### YOUR GOAL
Look through the listing below for the string "ALMOND". Say how many lines hold it, and nothing else.
-*-
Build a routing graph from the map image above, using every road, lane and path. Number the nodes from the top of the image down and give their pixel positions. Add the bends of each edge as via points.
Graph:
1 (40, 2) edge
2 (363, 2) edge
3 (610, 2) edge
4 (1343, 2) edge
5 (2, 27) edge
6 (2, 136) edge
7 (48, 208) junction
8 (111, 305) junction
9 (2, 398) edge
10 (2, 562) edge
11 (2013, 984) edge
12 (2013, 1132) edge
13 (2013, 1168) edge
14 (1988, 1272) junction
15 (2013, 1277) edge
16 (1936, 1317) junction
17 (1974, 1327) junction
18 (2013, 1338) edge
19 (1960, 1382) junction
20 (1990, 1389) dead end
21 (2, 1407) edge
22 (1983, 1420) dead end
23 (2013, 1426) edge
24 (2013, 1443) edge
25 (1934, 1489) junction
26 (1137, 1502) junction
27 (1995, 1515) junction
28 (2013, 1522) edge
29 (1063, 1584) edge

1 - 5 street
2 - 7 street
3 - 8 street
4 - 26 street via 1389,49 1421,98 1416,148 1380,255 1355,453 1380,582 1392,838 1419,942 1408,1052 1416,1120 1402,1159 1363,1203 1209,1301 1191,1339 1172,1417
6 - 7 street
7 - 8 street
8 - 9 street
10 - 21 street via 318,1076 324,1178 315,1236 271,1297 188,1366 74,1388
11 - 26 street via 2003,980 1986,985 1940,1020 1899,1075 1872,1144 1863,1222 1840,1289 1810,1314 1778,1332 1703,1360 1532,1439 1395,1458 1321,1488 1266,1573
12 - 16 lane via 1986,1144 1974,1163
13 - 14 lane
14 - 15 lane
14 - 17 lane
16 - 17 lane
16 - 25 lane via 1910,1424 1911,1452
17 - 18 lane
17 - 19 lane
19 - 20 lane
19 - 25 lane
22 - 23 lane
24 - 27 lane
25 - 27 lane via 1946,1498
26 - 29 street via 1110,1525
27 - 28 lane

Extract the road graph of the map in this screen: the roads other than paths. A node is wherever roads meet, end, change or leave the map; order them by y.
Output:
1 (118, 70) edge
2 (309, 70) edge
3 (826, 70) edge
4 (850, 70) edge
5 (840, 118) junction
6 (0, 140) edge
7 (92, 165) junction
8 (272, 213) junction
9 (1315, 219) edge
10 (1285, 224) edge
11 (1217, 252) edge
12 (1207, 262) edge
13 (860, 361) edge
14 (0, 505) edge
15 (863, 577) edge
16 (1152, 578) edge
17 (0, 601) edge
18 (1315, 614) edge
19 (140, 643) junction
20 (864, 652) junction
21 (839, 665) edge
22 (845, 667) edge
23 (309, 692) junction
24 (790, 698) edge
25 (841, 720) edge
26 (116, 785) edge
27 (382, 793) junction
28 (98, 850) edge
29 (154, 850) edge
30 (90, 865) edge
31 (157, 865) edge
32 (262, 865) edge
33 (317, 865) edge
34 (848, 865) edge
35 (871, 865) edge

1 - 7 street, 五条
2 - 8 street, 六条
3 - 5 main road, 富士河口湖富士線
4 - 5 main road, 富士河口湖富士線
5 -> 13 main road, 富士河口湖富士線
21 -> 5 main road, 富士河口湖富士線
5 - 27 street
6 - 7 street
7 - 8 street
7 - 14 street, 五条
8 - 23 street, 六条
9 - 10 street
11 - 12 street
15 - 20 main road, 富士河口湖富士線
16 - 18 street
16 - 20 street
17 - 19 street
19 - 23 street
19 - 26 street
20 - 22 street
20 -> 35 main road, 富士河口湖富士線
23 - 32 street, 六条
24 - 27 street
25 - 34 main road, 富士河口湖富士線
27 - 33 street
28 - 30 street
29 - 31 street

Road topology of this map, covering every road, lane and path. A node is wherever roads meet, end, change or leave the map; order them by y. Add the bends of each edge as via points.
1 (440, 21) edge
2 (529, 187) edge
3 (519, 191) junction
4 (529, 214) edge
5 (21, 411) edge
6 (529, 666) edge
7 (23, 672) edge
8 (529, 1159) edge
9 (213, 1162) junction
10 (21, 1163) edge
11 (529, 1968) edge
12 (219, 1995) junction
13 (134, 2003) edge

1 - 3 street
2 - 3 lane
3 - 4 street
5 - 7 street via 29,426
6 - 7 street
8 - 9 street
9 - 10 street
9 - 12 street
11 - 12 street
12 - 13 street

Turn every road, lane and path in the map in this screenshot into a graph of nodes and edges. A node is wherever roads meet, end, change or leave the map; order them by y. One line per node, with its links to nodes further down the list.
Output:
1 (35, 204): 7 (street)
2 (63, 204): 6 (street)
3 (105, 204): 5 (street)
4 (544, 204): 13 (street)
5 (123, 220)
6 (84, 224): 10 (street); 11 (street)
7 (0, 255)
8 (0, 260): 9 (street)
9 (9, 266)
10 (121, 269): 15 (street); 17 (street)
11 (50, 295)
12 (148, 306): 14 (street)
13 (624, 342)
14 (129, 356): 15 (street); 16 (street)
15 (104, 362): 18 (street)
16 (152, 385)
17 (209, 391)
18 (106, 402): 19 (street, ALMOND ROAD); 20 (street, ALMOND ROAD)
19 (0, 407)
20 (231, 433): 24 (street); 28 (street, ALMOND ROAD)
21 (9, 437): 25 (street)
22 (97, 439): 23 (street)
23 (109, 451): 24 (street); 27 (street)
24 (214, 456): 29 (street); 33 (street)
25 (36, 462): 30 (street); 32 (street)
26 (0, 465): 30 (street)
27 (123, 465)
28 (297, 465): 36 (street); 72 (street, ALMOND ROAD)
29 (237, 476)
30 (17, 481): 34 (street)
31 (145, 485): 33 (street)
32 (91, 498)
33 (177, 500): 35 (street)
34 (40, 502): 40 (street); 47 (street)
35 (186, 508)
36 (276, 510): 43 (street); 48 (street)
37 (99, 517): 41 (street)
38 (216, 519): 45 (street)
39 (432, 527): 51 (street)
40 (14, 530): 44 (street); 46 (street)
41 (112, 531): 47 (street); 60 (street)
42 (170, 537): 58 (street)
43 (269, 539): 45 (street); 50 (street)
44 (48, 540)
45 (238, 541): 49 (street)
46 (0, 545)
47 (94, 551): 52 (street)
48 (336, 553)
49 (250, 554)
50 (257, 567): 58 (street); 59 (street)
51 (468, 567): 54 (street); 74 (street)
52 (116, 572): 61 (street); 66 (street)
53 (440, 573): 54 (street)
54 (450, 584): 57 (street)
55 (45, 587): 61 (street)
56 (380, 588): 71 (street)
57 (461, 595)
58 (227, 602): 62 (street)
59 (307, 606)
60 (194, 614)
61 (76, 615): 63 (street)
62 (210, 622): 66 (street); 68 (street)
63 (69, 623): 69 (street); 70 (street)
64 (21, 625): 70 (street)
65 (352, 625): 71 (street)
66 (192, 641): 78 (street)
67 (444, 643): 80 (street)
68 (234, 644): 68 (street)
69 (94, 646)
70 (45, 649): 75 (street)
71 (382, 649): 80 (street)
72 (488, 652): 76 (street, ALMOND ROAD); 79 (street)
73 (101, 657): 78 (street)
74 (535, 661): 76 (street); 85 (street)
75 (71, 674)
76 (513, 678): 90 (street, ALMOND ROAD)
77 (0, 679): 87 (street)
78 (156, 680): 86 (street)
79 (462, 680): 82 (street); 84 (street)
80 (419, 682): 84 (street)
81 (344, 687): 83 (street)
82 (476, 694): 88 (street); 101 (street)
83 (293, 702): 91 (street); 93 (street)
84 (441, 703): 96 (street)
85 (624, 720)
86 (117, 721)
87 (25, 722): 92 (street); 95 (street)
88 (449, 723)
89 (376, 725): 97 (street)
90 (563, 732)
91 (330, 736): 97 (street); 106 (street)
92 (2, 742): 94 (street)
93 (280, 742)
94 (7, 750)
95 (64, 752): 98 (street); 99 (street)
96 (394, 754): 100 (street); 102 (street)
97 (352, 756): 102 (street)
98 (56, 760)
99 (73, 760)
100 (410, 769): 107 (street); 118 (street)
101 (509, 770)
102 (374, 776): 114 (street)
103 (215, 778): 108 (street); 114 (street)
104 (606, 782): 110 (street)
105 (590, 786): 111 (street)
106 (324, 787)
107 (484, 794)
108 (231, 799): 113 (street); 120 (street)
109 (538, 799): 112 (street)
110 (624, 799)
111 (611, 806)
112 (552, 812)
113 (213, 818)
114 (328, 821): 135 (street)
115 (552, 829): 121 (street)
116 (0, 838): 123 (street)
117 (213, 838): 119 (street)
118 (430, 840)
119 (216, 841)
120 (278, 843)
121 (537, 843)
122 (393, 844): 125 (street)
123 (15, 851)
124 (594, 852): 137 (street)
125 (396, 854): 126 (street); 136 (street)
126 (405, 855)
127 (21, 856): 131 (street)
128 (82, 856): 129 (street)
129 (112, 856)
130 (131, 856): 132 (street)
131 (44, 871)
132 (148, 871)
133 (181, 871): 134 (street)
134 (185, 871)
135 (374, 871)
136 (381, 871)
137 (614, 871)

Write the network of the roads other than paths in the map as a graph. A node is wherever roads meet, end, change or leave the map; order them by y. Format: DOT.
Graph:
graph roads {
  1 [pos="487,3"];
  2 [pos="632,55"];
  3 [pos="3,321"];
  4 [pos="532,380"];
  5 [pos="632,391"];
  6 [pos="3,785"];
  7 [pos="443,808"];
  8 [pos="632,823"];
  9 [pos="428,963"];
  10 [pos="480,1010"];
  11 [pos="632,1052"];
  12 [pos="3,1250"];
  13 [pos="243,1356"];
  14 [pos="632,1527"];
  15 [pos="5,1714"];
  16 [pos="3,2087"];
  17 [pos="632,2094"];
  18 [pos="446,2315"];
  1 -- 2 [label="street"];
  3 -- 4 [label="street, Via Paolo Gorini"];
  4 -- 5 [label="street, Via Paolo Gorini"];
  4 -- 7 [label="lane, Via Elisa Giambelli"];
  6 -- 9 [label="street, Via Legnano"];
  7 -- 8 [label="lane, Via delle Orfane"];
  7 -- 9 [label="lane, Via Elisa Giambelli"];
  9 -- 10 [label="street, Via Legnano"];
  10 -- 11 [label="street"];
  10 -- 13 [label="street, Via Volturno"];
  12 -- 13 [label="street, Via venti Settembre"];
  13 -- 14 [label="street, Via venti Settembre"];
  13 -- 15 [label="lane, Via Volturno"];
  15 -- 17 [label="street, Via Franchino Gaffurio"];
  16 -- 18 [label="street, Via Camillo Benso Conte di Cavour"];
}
-*-
### OUTPUT BELOW
5